Then the K\"ahlerian potential and the correction can be split
$$
{\rm Tr}\ln H_0+{\rm Tr}\ln\left(1+\pmatrix{\Lambda\bar D^2 & 0\cr 0& \bar\Lambda D^2\cr}
H_0^{-1}\right).
$$
For calculation of ${\rm Tr}\ln (H_0) $ we take out and omit the
'free' part of the operator
$$
\pmatrix{0&\bar D^2 D^2\cr D^2\bar D^2 & 0\cr}.
$$
It is clear, that in the expression
\be
{\rm Tr}\ln \left(1+\pmatrix{0&{1\over D^2\bar D^2}\bar\lambda D^2\cr
{1\over \bar D^2 D^2}\lambda \bar D^2 & 0\cr}\right)
\ee
the nonzero contribution will give only even degrees of the logarithm
decomposition. Unfolding the matrix part of the trace we get
$$
- {1\over 2} \ln \left(1- {1\over D^2\bar D^2} \bar\lambda D^2 {1\over \bar D^2
D^2}
\lambda\bar D^2- {1\over \bar D^2 D^2} \lambda\bar D^2 {1\over D^2\bar D^2}
\bar\lambda D^2 \right).
$$
Further, using the decomposition of unit in front of the logarithm
in the form
$$
1 = {\{D^2,\bar D^2\}-D^\alpha\bar{D}^2 D_\alpha \over \Box}
$$
one can convert all spinor derivatives in "boxes"

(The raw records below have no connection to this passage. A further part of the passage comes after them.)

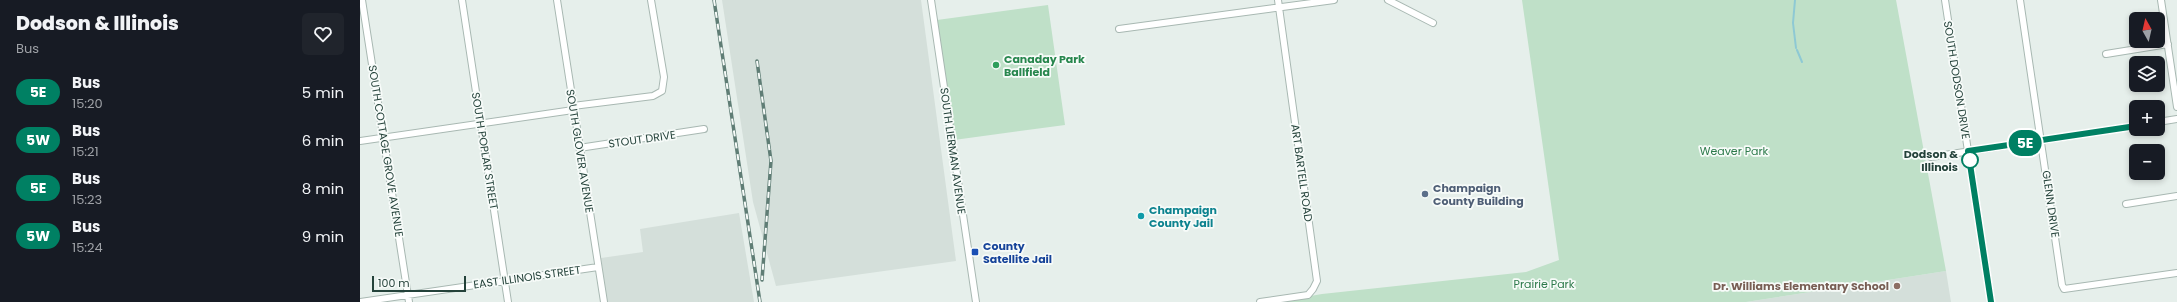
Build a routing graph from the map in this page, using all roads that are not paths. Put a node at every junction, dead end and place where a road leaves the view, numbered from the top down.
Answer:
1 (362, 0) edge
2 (462, 0) edge
3 (557, 0) edge
4 (651, 0) edge
5 (931, 0) edge
6 (1278, 0) edge
7 (1334, 0) edge
8 (1388, 0) edge
9 (1945, 0) edge
10 (2020, 0) edge
11 (2161, 0) edge
12 (1279, 7) junction
13 (1433, 24) dead end
14 (1119, 28) dead end
15 (2168, 44) junction
16 (2106, 54) dead end
17 (2177, 107) edge
18 (573, 108) junction
19 (2177, 119) edge
20 (2165, 121) edge
21 (480, 124) junction
22 (2129, 127) edge
23 (704, 129) dead end
24 (384, 137) junction
25 (2041, 140) junction
26 (360, 141) edge
27 (579, 148) junction
28 (1968, 151) junction
29 (1931, 157) dead end
30 (2177, 196) edge
31 (2126, 204) dead end
32 (598, 267) junction
33 (2177, 273) edge
34 (505, 280) junction
35 (408, 294) junction
36 (360, 302) edge
37 (409, 302) edge
38 (508, 302) edge
39 (604, 302) edge
40 (976, 302) edge
41 (1260, 302) edge
42 (1991, 302) edge

1 - 24 street, SOUTH COTTAGE GROVE AVENUE
2 - 21 street, SOUTH POPLAR STREET
3 - 18 street, SOUTH GLOVER AVENUE
4 - 18 street
5 - 40 street, SOUTH LIERMAN AVENUE
6 - 12 street, ART BARTELL ROAD
7 - 12 street
8 - 13 street
9 - 28 street, SOUTH DODSON DRIVE
10 - 25 street, GLENN DRIVE
11 - 15 street
12 - 14 street
12 - 41 street, ART BARTELL ROAD
15 - 16 street
15 - 17 street
18 - 21 street
18 - 27 street, SOUTH GLOVER AVENUE
19 - 20 street
21 - 24 street
21 - 34 street, SOUTH POPLAR STREET
22 - 25 street
23 - 27 street, STOUT DRIVE
24 - 26 street
24 - 35 street, SOUTH COTTAGE GROVE AVENUE
25 - 28 street
25 - 33 street, GLENN DRIVE
27 - 32 street, SOUTH GLOVER AVENUE
28 - 29 street
28 - 42 street, SOUTH DODSON DRIVE
30 - 31 street
32 - 34 street, EAST ILLINOIS STREET
32 - 39 street, SOUTH GLOVER AVENUE
34 - 35 street, EAST ILLINOIS STREET
34 - 38 street, SOUTH POPLAR STREET
35 - 36 street, EAST ILLINOIS STREET
35 - 37 street, SOUTH COTTAGE GROVE AVENUE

$\Box=-p^2$. After that we obtain
\be
K^{(1)}=\int{d^4 p\over (2\pi)^4}{1\over 2p^2}\ln(1+{\lambda\bar\lambda\over
p^2}),
\ee
which gives the known result \cite{Yar, Pick} after integration
and renormalization of a wave function by the condition ${
\partial^2 K \over \partial \phi \partial \bar{\phi}}
\vert_{\phi =\phi_0; \bar{\phi}= \bar{\phi}_0} = 1$.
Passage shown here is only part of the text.